Deep Breathing in a Nutshell

Any chant, hum or other sound requires breath, and the deep breathing technique known as “belly breathing” is an ideal one to use during meditation. Adults may know the method as diaphragmatic breathing and it involves deep inhalations and exhalation that let your diaphragm do the work, pulling the breath deep into your belly and exhaling it just as fully.

Use it effectively by breathing in deeply to the count of three then exhaling deeply while counting to six. Get the rhythm down, teach the technique to your anxious kid and get ready to add some sounds into the mix!

Nifty Noises and Animal Sounds

The noises can be anything you and your anxious child choose, with the goal of keeping them light, interesting and fun to produce. While you and your kid will inhale for three counts as practiced, you can add the nifty noise to the six-count exhalation. Add a visual effect by raising your arms with the inhalation and lowering them with the exhalation and sound.

An example from the Daily Beast details how one yoga instructor and musician named Skuba uses sounds to calm down her own child at night.

“At nighttime, when he’s really active and not calming down, we’ll do sounds,” Skuba told the Daily Beast. “Take a deep breath, fill up like a balloon—now buzz like a bee.”

Any easy-to-make sound is fair game, with other examples including yummmmmm, shhhhhhh and any others you or your anxious child enjoy. Mooooo like a cow, grrrrr like a tiger, hissssss like a snake.

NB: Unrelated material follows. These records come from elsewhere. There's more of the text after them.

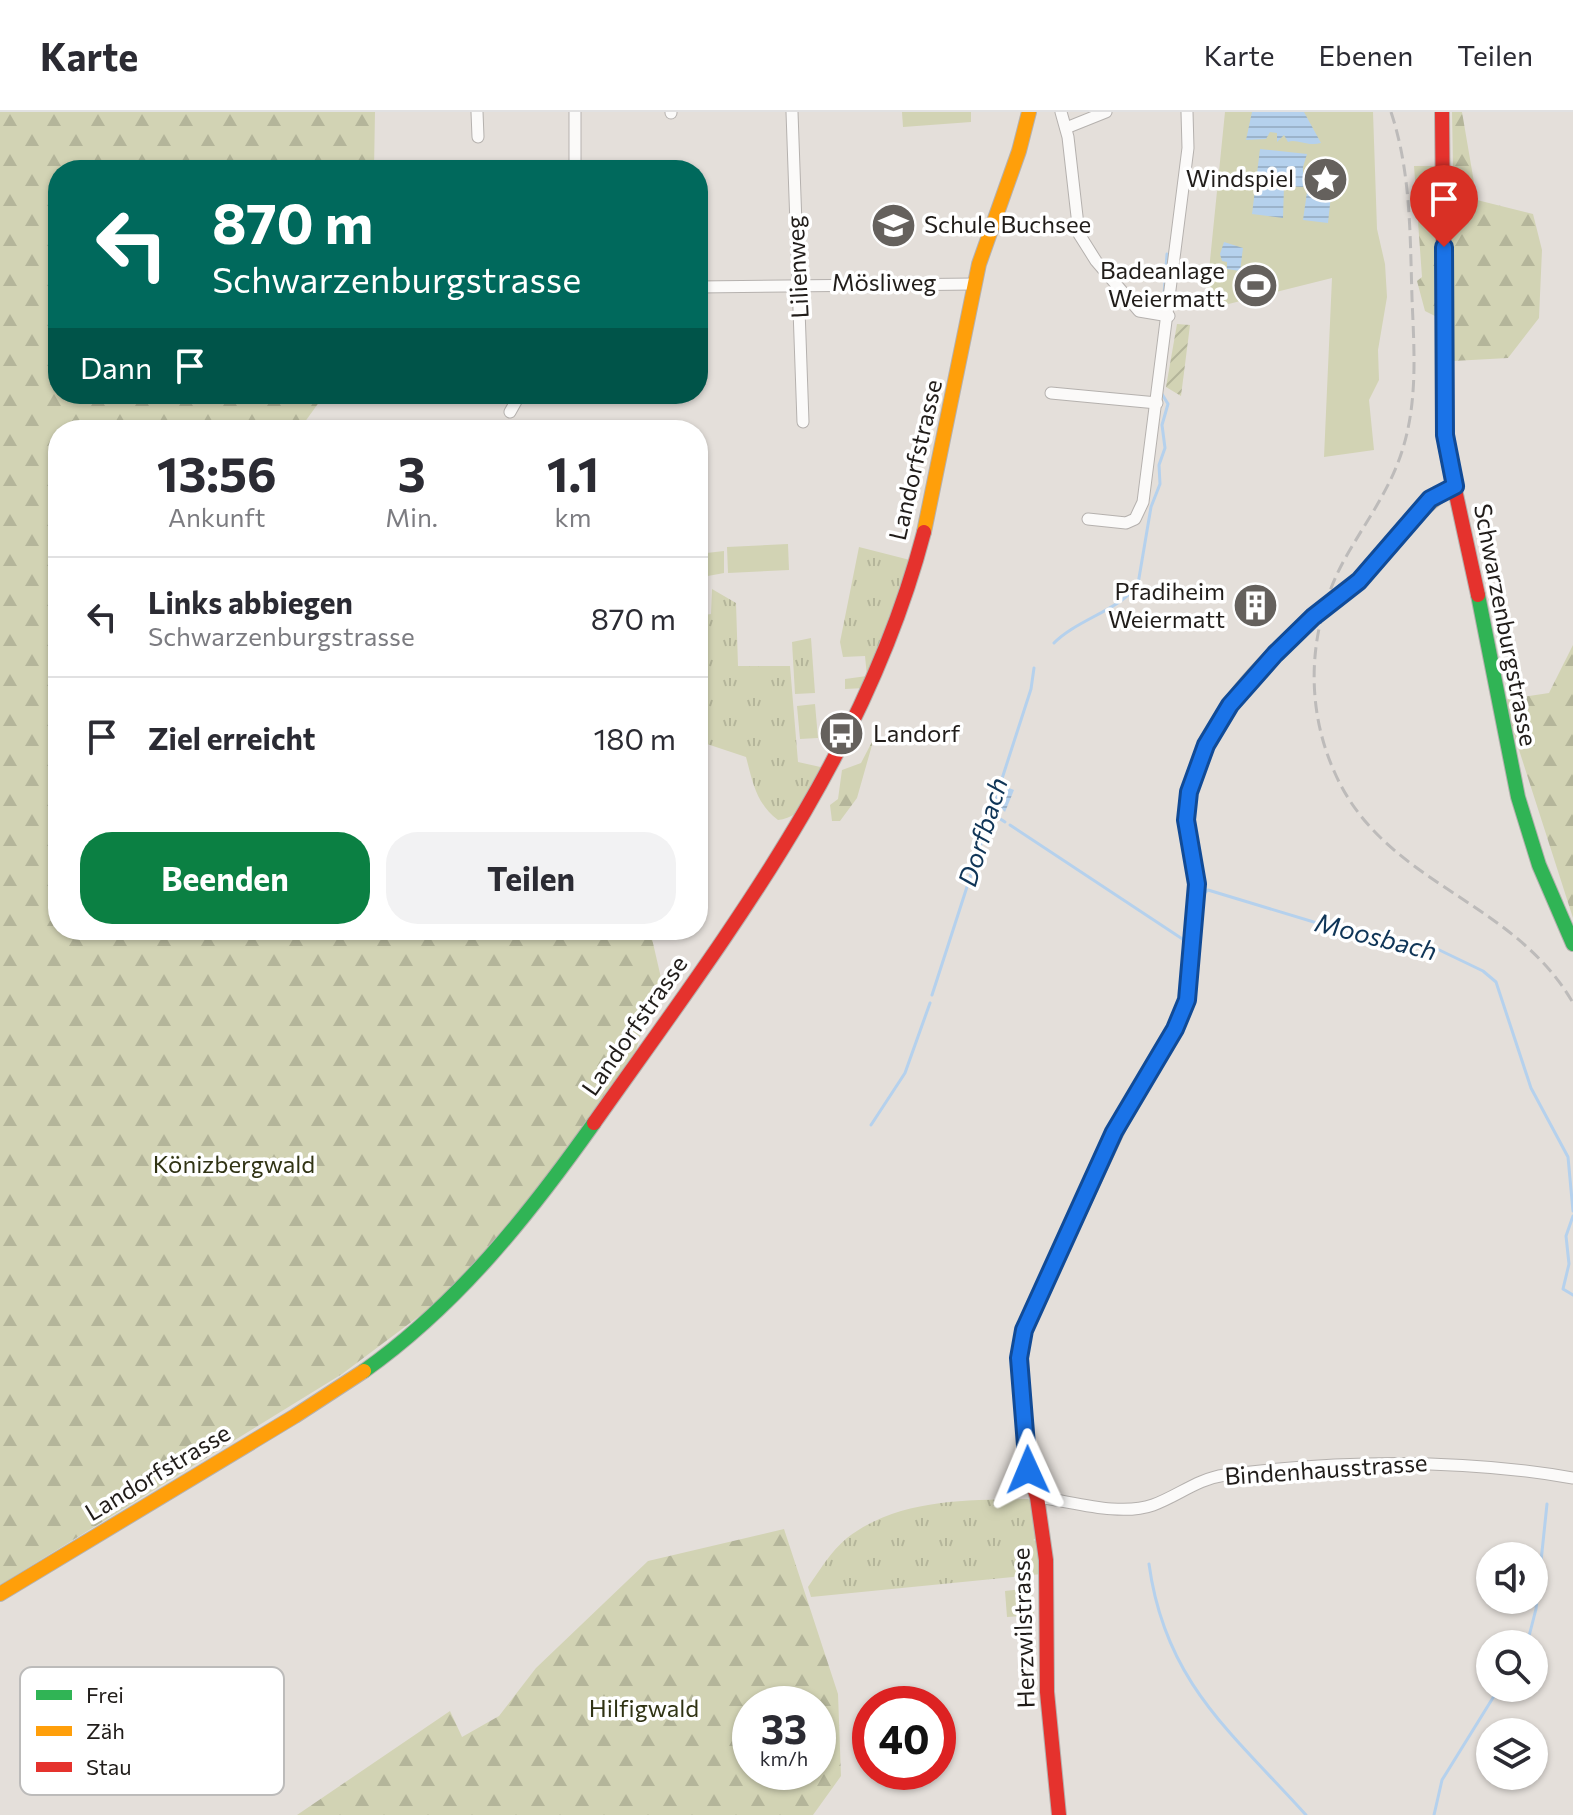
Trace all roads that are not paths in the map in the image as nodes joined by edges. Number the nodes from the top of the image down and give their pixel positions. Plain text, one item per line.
1 (477, 112) edge
2 (575, 112) edge
3 (792, 112) edge
4 (1029, 112) edge
5 (1061, 112) edge
6 (1106, 112) edge
7 (1187, 112) edge
8 (1442, 112) edge
9 (1066, 128) junction
10 (478, 137) dead end
11 (575, 160) edge
12 (975, 284) junction
13 (798, 286) junction
14 (708, 287) edge
15 (1169, 316) junction
16 (1051, 393) dead end
17 (1157, 403) junction
18 (514, 404) edge
19 (510, 412) dead end
20 (803, 422) dead end
21 (1455, 486) junction
22 (1088, 519) dead end
23 (1573, 944) edge
24 (1573, 1478) edge
25 (1037, 1497) junction
26 (0, 1594) edge
27 (1059, 1815) edge

1 - 10 street
2 - 11 street
3 - 13 street, Lilienweg
4 - 12 street, Landorfstrasse
5 - 9 street
6 - 9 street
7 - 15 street
8 - 21 street, Schwarzenburgstrasse
9 - 15 street
12 - 13 street, Mösliweg
12 - 26 street, Landorfstrasse
13 - 14 street, Mösliweg
13 - 20 street, Lilienweg
15 - 17 street
16 - 17 street
17 - 22 street
18 - 19 street
21 - 23 street, Schwarzenburgstrasse
21 - 25 street, Herzwilstrasse
24 - 25 street, Bindenhausstrasse
25 - 27 street, Herzwilstrasse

The slow, deep breathing slows down the mind to begin with and the addition of sound gives your child something on which to focus.

Hums and Chants

Humming along to a soothing tune can help calm down your anxious kid, as can focusing on a chant the same way you focused on the nifty noises and animal sounds. The soothing tune can be used in lieu of the traditional lullaby at bedtime or even follow the tune of a traditional lullaby.

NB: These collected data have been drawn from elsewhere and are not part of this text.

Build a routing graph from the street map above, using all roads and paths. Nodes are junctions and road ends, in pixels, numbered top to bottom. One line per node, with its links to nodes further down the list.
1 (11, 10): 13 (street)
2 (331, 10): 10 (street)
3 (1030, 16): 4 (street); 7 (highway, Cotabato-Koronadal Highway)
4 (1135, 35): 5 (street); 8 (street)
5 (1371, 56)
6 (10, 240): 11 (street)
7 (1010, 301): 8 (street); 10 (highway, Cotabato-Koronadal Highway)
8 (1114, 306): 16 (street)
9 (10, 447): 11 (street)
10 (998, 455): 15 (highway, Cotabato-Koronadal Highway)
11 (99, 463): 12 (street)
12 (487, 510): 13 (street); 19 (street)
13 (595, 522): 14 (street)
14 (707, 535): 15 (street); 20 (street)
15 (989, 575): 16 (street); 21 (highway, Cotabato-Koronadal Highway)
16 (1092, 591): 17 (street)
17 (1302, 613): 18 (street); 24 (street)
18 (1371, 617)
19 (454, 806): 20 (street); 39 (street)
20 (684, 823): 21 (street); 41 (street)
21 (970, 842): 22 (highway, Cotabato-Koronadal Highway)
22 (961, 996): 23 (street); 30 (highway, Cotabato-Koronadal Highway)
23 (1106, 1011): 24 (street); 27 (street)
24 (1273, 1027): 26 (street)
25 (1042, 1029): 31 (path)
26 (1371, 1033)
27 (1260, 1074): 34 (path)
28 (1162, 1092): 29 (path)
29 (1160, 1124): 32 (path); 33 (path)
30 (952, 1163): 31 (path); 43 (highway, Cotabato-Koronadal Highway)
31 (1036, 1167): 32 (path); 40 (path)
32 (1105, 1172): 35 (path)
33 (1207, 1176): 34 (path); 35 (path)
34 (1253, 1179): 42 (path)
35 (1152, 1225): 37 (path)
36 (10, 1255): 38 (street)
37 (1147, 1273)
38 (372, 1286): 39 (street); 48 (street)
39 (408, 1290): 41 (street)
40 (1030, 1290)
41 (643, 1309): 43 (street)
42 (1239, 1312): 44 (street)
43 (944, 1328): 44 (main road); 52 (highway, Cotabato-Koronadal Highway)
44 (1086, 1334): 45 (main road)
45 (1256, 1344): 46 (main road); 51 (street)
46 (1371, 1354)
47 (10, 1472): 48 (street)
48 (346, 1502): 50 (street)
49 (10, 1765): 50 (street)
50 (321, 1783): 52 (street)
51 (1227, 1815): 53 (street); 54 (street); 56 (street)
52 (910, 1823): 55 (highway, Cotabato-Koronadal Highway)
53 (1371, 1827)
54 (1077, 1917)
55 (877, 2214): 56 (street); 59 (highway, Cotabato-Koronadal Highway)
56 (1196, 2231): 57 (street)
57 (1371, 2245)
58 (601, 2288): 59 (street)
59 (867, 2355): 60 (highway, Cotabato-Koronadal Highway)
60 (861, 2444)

Chants for children are another option, especially those that contain a soothing sounding mantra. SpiritVoyage.com notes one that comes highly recommended by yoga teacher Bibi Bhani Kaur Khalsa who uses it while teaching yoga to children.

“The children really love the Sa Ta Na Ma (mantra) and seem to get lost in it,” she says. “They often don’t want to stop.”

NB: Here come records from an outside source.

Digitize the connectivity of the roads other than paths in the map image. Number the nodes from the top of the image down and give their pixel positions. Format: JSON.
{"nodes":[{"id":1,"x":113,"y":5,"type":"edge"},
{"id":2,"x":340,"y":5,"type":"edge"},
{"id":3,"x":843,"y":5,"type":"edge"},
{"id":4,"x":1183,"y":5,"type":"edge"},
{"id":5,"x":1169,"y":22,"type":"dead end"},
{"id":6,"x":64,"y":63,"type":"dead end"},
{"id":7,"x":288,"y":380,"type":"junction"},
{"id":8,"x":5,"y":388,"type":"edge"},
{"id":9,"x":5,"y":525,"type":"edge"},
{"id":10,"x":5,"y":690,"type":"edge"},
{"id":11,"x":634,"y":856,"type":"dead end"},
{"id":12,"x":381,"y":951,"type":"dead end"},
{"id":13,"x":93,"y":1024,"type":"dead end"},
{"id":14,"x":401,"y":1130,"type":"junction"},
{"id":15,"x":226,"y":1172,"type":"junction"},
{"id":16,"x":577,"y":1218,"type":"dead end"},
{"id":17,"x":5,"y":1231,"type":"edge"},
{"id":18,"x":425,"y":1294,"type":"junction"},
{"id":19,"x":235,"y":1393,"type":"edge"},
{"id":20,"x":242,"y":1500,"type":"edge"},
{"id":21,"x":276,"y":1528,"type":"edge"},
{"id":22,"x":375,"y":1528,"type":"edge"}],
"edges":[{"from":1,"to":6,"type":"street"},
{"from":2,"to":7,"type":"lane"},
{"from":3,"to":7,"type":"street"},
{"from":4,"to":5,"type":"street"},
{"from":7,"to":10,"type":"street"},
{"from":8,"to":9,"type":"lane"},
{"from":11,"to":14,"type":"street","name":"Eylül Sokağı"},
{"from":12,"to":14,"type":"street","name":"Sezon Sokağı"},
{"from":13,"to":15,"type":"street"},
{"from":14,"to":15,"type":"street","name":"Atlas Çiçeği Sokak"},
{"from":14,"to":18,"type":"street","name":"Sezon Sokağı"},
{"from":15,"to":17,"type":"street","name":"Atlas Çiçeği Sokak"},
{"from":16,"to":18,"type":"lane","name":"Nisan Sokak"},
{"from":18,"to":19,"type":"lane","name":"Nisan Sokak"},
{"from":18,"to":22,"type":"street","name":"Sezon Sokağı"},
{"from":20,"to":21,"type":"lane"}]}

The mantra consists of the four words in the title, “Sa Ta Na Ma,” which you repeat as few or as many times as your anxious kid’s heart desires. Extend the aaaaahhh sound and let the words flow harmoniously.

Just so you know you’re not chanting anything strange or dangerous, SpiritJourney offers the translation:

  • Saa means infinity
  • Taa means life
  • Naa means death, or transformation
  • Maa means rebirth

Nice, no? Feel free to create your own mantras or combinations of sounds that both you and your anxious child have fun with. Making meditation enjoyable means kids will be more eager to practice it, and you may find yourself mooing and hissing every night as a way to calm down for a gorgeous night’s sleep.